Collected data
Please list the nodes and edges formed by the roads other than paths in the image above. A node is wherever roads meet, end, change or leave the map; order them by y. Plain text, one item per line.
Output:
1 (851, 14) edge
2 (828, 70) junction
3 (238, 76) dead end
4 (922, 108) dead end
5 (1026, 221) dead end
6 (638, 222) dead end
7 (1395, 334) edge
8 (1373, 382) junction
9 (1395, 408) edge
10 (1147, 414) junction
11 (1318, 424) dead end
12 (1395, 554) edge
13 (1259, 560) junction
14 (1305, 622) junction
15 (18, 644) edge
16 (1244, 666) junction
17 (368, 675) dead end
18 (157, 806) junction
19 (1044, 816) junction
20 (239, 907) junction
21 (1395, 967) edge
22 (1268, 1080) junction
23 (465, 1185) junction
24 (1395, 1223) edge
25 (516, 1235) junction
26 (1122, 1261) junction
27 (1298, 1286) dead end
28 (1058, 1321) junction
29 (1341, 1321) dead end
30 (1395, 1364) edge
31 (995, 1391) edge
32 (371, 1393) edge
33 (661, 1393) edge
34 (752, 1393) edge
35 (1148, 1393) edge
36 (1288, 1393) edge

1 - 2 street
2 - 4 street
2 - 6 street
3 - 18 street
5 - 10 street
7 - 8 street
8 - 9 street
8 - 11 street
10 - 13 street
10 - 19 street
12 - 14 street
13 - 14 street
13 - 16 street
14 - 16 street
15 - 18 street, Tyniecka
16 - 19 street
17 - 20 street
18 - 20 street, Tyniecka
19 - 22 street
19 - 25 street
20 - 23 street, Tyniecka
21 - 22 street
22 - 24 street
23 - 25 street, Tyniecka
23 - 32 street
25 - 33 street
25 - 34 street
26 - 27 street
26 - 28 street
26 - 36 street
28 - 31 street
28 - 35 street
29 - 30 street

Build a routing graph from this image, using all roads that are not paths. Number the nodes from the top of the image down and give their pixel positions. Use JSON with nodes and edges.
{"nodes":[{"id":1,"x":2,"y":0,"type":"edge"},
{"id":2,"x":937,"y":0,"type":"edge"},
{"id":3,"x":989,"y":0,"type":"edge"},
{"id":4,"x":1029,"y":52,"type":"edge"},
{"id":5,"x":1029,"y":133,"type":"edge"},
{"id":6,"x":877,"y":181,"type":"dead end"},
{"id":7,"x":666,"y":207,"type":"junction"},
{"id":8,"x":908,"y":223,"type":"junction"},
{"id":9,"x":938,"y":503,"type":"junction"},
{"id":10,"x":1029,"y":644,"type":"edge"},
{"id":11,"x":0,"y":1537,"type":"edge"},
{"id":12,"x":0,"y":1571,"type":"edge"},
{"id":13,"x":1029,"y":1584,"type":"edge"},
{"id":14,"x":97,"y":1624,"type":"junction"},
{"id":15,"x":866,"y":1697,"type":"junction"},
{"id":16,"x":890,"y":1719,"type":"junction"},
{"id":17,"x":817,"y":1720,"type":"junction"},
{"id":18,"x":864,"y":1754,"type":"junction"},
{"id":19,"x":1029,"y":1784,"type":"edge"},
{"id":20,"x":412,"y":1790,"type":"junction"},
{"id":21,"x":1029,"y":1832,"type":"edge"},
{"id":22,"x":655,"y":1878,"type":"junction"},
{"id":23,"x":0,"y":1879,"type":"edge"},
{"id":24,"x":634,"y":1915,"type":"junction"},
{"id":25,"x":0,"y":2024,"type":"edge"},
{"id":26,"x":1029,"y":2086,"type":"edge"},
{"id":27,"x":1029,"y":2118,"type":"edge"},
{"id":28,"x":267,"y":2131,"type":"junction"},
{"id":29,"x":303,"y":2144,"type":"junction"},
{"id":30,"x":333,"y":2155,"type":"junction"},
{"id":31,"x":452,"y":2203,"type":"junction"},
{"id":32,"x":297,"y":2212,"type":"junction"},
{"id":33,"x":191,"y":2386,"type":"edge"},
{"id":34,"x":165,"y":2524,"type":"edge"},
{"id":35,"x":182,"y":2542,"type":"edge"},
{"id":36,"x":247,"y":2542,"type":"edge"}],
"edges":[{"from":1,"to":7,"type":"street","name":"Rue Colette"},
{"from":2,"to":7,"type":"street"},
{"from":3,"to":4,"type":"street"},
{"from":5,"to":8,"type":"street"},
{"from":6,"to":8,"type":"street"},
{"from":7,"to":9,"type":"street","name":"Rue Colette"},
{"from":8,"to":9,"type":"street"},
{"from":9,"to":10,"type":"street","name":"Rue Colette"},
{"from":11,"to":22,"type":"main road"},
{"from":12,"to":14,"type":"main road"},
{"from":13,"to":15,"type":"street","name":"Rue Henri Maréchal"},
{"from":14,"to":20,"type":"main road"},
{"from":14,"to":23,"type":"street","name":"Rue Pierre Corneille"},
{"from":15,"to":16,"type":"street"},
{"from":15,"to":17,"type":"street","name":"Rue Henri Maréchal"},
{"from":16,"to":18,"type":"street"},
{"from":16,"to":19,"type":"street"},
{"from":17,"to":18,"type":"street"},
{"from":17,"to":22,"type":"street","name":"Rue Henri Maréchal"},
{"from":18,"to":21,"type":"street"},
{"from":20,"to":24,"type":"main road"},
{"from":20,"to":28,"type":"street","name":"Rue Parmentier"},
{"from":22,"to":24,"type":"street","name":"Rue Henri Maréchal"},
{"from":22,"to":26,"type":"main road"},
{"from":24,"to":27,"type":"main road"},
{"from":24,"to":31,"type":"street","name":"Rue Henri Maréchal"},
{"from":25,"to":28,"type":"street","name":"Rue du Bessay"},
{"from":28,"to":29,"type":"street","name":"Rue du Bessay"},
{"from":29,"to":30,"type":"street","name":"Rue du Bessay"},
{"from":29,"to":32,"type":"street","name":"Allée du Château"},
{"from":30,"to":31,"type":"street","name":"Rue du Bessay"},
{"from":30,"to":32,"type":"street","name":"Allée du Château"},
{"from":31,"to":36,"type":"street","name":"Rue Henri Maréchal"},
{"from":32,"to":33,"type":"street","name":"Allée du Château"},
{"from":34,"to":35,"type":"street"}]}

- _The task_
The entries above must be copied verbatim. Leave none out.

- _Task solution_
Please list the nodes and edges formed by the roads other than paths in the image above. A node is wherever roads meet, end, change or leave the map; order them by y. Plain text, one item per line.
Output:
1 (851, 14) edge
2 (828, 70) junction
3 (238, 76) dead end
4 (922, 108) dead end
5 (1026, 221) dead end
6 (638, 222) dead end
7 (1395, 334) edge
8 (1373, 382) junction
9 (1395, 408) edge
10 (1147, 414) junction
11 (1318, 424) dead end
12 (1395, 554) edge
13 (1259, 560) junction
14 (1305, 622) junction
15 (18, 644) edge
16 (1244, 666) junction
17 (368, 675) dead end
18 (157, 806) junction
19 (1044, 816) junction
20 (239, 907) junction
21 (1395, 967) edge
22 (1268, 1080) junction
23 (465, 1185) junction
24 (1395, 1223) edge
25 (516, 1235) junction
26 (1122, 1261) junction
27 (1298, 1286) dead end
28 (1058, 1321) junction
29 (1341, 1321) dead end
30 (1395, 1364) edge
31 (995, 1391) edge
32 (371, 1393) edge
33 (661, 1393) edge
34 (752, 1393) edge
35 (1148, 1393) edge
36 (1288, 1393) edge

1 - 2 street
2 - 4 street
2 - 6 street
3 - 18 street
5 - 10 street
7 - 8 street
8 - 9 street
8 - 11 street
10 - 13 street
10 - 19 street
12 - 14 street
13 - 14 street
13 - 16 street
14 - 16 street
15 - 18 street, Tyniecka
16 - 19 street
17 - 20 street
18 - 20 street, Tyniecka
19 - 22 street
19 - 25 street
20 - 23 street, Tyniecka
21 - 22 street
22 - 24 street
23 - 25 street, Tyniecka
23 - 32 street
25 - 33 street
25 - 34 street
26 - 27 street
26 - 28 street
26 - 36 street
28 - 31 street
28 - 35 street
29 - 30 street

Build a routing graph from this image, using all roads that are not paths. Number the nodes from the top of the image down and give their pixel positions. Use JSON with nodes and edges.
{"nodes":[{"id":1,"x":2,"y":0,"type":"edge"},
{"id":2,"x":937,"y":0,"type":"edge"},
{"id":3,"x":989,"y":0,"type":"edge"},
{"id":4,"x":1029,"y":52,"type":"edge"},
{"id":5,"x":1029,"y":133,"type":"edge"},
{"id":6,"x":877,"y":181,"type":"dead end"},
{"id":7,"x":666,"y":207,"type":"junction"},
{"id":8,"x":908,"y":223,"type":"junction"},
{"id":9,"x":938,"y":503,"type":"junction"},
{"id":10,"x":1029,"y":644,"type":"edge"},
{"id":11,"x":0,"y":1537,"type":"edge"},
{"id":12,"x":0,"y":1571,"type":"edge"},
{"id":13,"x":1029,"y":1584,"type":"edge"},
{"id":14,"x":97,"y":1624,"type":"junction"},
{"id":15,"x":866,"y":1697,"type":"junction"},
{"id":16,"x":890,"y":1719,"type":"junction"},
{"id":17,"x":817,"y":1720,"type":"junction"},
{"id":18,"x":864,"y":1754,"type":"junction"},
{"id":19,"x":1029,"y":1784,"type":"edge"},
{"id":20,"x":412,"y":1790,"type":"junction"},
{"id":21,"x":1029,"y":1832,"type":"edge"},
{"id":22,"x":655,"y":1878,"type":"junction"},
{"id":23,"x":0,"y":1879,"type":"edge"},
{"id":24,"x":634,"y":1915,"type":"junction"},
{"id":25,"x":0,"y":2024,"type":"edge"},
{"id":26,"x":1029,"y":2086,"type":"edge"},
{"id":27,"x":1029,"y":2118,"type":"edge"},
{"id":28,"x":267,"y":2131,"type":"junction"},
{"id":29,"x":303,"y":2144,"type":"junction"},
{"id":30,"x":333,"y":2155,"type":"junction"},
{"id":31,"x":452,"y":2203,"type":"junction"},
{"id":32,"x":297,"y":2212,"type":"junction"},
{"id":33,"x":191,"y":2386,"type":"edge"},
{"id":34,"x":165,"y":2524,"type":"edge"},
{"id":35,"x":182,"y":2542,"type":"edge"},
{"id":36,"x":247,"y":2542,"type":"edge"}],
"edges":[{"from":1,"to":7,"type":"street","name":"Rue Colette"},
{"from":2,"to":7,"type":"street"},
{"from":3,"to":4,"type":"street"},
{"from":5,"to":8,"type":"street"},
{"from":6,"to":8,"type":"street"},
{"from":7,"to":9,"type":"street","name":"Rue Colette"},
{"from":8,"to":9,"type":"street"},
{"from":9,"to":10,"type":"street","name":"Rue Colette"},
{"from":11,"to":22,"type":"main road"},
{"from":12,"to":14,"type":"main road"},
{"from":13,"to":15,"type":"street","name":"Rue Henri Maréchal"},
{"from":14,"to":20,"type":"main road"},
{"from":14,"to":23,"type":"street","name":"Rue Pierre Corneille"},
{"from":15,"to":16,"type":"street"},
{"from":15,"to":17,"type":"street","name":"Rue Henri Maréchal"},
{"from":16,"to":18,"type":"street"},
{"from":16,"to":19,"type":"street"},
{"from":17,"to":18,"type":"street"},
{"from":17,"to":22,"type":"street","name":"Rue Henri Maréchal"},
{"from":18,"to":21,"type":"street"},
{"from":20,"to":24,"type":"main road"},
{"from":20,"to":28,"type":"street","name":"Rue Parmentier"},
{"from":22,"to":24,"type":"street","name":"Rue Henri Maréchal"},
{"from":22,"to":26,"type":"main road"},
{"from":24,"to":27,"type":"main road"},
{"from":24,"to":31,"type":"street","name":"Rue Henri Maréchal"},
{"from":25,"to":28,"type":"street","name":"Rue du Bessay"},
{"from":28,"to":29,"type":"street","name":"Rue du Bessay"},
{"from":29,"to":30,"type":"street","name":"Rue du Bessay"},
{"from":29,"to":32,"type":"street","name":"Allée du Château"},
{"from":30,"to":31,"type":"street","name":"Rue du Bessay"},
{"from":30,"to":32,"type":"street","name":"Allée du Château"},
{"from":31,"to":36,"type":"street","name":"Rue Henri Maréchal"},
{"from":32,"to":33,"type":"street","name":"Allée du Château"},
{"from":34,"to":35,"type":"street"}]}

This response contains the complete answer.